*Work instruction*:
Print the full listing exactly.

========================

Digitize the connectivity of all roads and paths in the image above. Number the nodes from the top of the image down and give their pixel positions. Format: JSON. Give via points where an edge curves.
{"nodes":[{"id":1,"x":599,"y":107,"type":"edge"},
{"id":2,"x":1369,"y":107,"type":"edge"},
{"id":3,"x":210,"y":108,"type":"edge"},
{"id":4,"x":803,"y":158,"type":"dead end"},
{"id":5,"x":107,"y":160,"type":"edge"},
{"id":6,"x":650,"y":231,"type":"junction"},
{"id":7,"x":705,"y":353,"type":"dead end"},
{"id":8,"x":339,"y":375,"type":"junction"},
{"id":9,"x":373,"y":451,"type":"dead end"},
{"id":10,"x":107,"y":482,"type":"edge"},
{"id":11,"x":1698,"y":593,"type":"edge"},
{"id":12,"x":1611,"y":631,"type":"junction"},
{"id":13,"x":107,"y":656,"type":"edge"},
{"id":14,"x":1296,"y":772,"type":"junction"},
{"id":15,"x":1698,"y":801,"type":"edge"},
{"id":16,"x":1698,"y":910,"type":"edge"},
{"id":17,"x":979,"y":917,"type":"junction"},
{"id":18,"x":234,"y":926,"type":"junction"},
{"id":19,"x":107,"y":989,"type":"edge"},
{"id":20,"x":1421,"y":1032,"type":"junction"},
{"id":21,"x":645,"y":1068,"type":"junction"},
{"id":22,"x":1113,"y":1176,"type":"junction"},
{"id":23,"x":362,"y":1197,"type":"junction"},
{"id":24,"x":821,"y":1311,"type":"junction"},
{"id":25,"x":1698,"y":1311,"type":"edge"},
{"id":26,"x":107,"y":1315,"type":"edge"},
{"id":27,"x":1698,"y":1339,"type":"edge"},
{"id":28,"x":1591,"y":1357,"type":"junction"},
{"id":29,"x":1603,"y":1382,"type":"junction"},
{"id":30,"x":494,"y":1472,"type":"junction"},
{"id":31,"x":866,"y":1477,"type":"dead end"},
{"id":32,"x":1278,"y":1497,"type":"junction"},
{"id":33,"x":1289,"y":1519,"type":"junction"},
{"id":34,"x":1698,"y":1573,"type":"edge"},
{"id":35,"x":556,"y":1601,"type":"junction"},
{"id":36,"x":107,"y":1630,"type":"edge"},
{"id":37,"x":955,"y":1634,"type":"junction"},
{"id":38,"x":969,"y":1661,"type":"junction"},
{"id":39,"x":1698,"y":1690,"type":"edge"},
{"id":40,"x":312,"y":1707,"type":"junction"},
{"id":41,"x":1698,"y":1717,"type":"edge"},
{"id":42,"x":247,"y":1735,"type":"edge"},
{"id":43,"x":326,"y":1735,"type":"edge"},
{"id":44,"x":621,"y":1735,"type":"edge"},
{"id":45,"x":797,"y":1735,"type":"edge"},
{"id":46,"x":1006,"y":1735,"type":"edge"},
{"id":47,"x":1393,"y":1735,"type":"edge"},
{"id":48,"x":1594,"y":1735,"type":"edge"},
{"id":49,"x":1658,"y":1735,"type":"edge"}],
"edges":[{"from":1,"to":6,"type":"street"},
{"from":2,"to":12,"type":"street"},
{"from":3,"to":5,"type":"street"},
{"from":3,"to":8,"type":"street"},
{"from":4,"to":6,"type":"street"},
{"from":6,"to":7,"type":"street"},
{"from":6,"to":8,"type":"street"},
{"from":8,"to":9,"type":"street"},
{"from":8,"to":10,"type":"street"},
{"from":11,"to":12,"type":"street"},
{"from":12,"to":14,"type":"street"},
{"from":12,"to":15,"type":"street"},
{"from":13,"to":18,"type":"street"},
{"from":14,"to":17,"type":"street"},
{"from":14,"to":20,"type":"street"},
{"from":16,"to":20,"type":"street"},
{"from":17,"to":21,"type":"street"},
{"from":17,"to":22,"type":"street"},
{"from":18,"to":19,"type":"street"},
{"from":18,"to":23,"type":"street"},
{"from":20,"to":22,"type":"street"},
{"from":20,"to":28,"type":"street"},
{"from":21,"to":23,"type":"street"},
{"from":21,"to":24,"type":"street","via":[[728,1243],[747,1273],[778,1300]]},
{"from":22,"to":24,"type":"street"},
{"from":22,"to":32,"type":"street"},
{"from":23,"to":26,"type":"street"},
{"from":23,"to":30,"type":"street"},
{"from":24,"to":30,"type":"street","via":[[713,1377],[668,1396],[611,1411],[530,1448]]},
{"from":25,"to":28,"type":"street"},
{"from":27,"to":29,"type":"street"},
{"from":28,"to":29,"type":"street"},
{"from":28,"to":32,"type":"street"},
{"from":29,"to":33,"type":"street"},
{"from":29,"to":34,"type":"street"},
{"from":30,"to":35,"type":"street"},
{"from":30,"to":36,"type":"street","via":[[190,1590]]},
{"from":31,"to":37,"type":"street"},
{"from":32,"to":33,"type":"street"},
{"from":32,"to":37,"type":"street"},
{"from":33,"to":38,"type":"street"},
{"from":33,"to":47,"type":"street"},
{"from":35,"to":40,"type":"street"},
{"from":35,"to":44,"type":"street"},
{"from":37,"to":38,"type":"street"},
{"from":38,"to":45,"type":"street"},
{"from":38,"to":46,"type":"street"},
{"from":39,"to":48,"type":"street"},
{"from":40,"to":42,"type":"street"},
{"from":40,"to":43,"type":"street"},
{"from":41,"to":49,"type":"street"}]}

========================

*Response area*:
Digitize the connectivity of all roads and paths in the image above. Number the nodes from the top of the image down and give their pixel positions. Format: JSON. Give via points where an edge curves.
{"nodes":[{"id":1,"x":599,"y":107,"type":"edge"},
{"id":2,"x":1369,"y":107,"type":"edge"},
{"id":3,"x":210,"y":108,"type":"edge"},
{"id":4,"x":803,"y":158,"type":"dead end"},
{"id":5,"x":107,"y":160,"type":"edge"},
{"id":6,"x":650,"y":231,"type":"junction"},
{"id":7,"x":705,"y":353,"type":"dead end"},
{"id":8,"x":339,"y":375,"type":"junction"},
{"id":9,"x":373,"y":451,"type":"dead end"},
{"id":10,"x":107,"y":482,"type":"edge"},
{"id":11,"x":1698,"y":593,"type":"edge"},
{"id":12,"x":1611,"y":631,"type":"junction"},
{"id":13,"x":107,"y":656,"type":"edge"},
{"id":14,"x":1296,"y":772,"type":"junction"},
{"id":15,"x":1698,"y":801,"type":"edge"},
{"id":16,"x":1698,"y":910,"type":"edge"},
{"id":17,"x":979,"y":917,"type":"junction"},
{"id":18,"x":234,"y":926,"type":"junction"},
{"id":19,"x":107,"y":989,"type":"edge"},
{"id":20,"x":1421,"y":1032,"type":"junction"},
{"id":21,"x":645,"y":1068,"type":"junction"},
{"id":22,"x":1113,"y":1176,"type":"junction"},
{"id":23,"x":362,"y":1197,"type":"junction"},
{"id":24,"x":821,"y":1311,"type":"junction"},
{"id":25,"x":1698,"y":1311,"type":"edge"},
{"id":26,"x":107,"y":1315,"type":"edge"},
{"id":27,"x":1698,"y":1339,"type":"edge"},
{"id":28,"x":1591,"y":1357,"type":"junction"},
{"id":29,"x":1603,"y":1382,"type":"junction"},
{"id":30,"x":494,"y":1472,"type":"junction"},
{"id":31,"x":866,"y":1477,"type":"dead end"},
{"id":32,"x":1278,"y":1497,"type":"junction"},
{"id":33,"x":1289,"y":1519,"type":"junction"},
{"id":34,"x":1698,"y":1573,"type":"edge"},
{"id":35,"x":556,"y":1601,"type":"junction"},
{"id":36,"x":107,"y":1630,"type":"edge"},
{"id":37,"x":955,"y":1634,"type":"junction"},
{"id":38,"x":969,"y":1661,"type":"junction"},
{"id":39,"x":1698,"y":1690,"type":"edge"},
{"id":40,"x":312,"y":1707,"type":"junction"},
{"id":41,"x":1698,"y":1717,"type":"edge"},
{"id":42,"x":247,"y":1735,"type":"edge"},
{"id":43,"x":326,"y":1735,"type":"edge"},
{"id":44,"x":621,"y":1735,"type":"edge"},
{"id":45,"x":797,"y":1735,"type":"edge"},
{"id":46,"x":1006,"y":1735,"type":"edge"},
{"id":47,"x":1393,"y":1735,"type":"edge"},
{"id":48,"x":1594,"y":1735,"type":"edge"},
{"id":49,"x":1658,"y":1735,"type":"edge"}],
"edges":[{"from":1,"to":6,"type":"street"},
{"from":2,"to":12,"type":"street"},
{"from":3,"to":5,"type":"street"},
{"from":3,"to":8,"type":"street"},
{"from":4,"to":6,"type":"street"},
{"from":6,"to":7,"type":"street"},
{"from":6,"to":8,"type":"street"},
{"from":8,"to":9,"type":"street"},
{"from":8,"to":10,"type":"street"},
{"from":11,"to":12,"type":"street"},
{"from":12,"to":14,"type":"street"},
{"from":12,"to":15,"type":"street"},
{"from":13,"to":18,"type":"street"},
{"from":14,"to":17,"type":"street"},
{"from":14,"to":20,"type":"street"},
{"from":16,"to":20,"type":"street"},
{"from":17,"to":21,"type":"street"},
{"from":17,"to":22,"type":"street"},
{"from":18,"to":19,"type":"street"},
{"from":18,"to":23,"type":"street"},
{"from":20,"to":22,"type":"street"},
{"from":20,"to":28,"type":"street"},
{"from":21,"to":23,"type":"street"},
{"from":21,"to":24,"type":"street","via":[[728,1243],[747,1273],[778,1300]]},
{"from":22,"to":24,"type":"street"},
{"from":22,"to":32,"type":"street"},
{"from":23,"to":26,"type":"street"},
{"from":23,"to":30,"type":"street"},
{"from":24,"to":30,"type":"street","via":[[713,1377],[668,1396],[611,1411],[530,1448]]},
{"from":25,"to":28,"type":"street"},
{"from":27,"to":29,"type":"street"},
{"from":28,"to":29,"type":"street"},
{"from":28,"to":32,"type":"street"},
{"from":29,"to":33,"type":"street"},
{"from":29,"to":34,"type":"street"},
{"from":30,"to":35,"type":"street"},
{"from":30,"to":36,"type":"street","via":[[190,1590]]},
{"from":31,"to":37,"type":"street"},
{"from":32,"to":33,"type":"street"},
{"from":32,"to":37,"type":"street"},
{"from":33,"to":38,"type":"street"},
{"from":33,"to":47,"type":"street"},
{"from":35,"to":40,"type":"street"},
{"from":35,"to":44,"type":"street"},
{"from":37,"to":38,"type":"street"},
{"from":38,"to":45,"type":"street"},
{"from":38,"to":46,"type":"street"},
{"from":39,"to":48,"type":"street"},
{"from":40,"to":42,"type":"street"},
{"from":40,"to":43,"type":"street"},
{"from":41,"to":49,"type":"street"}]}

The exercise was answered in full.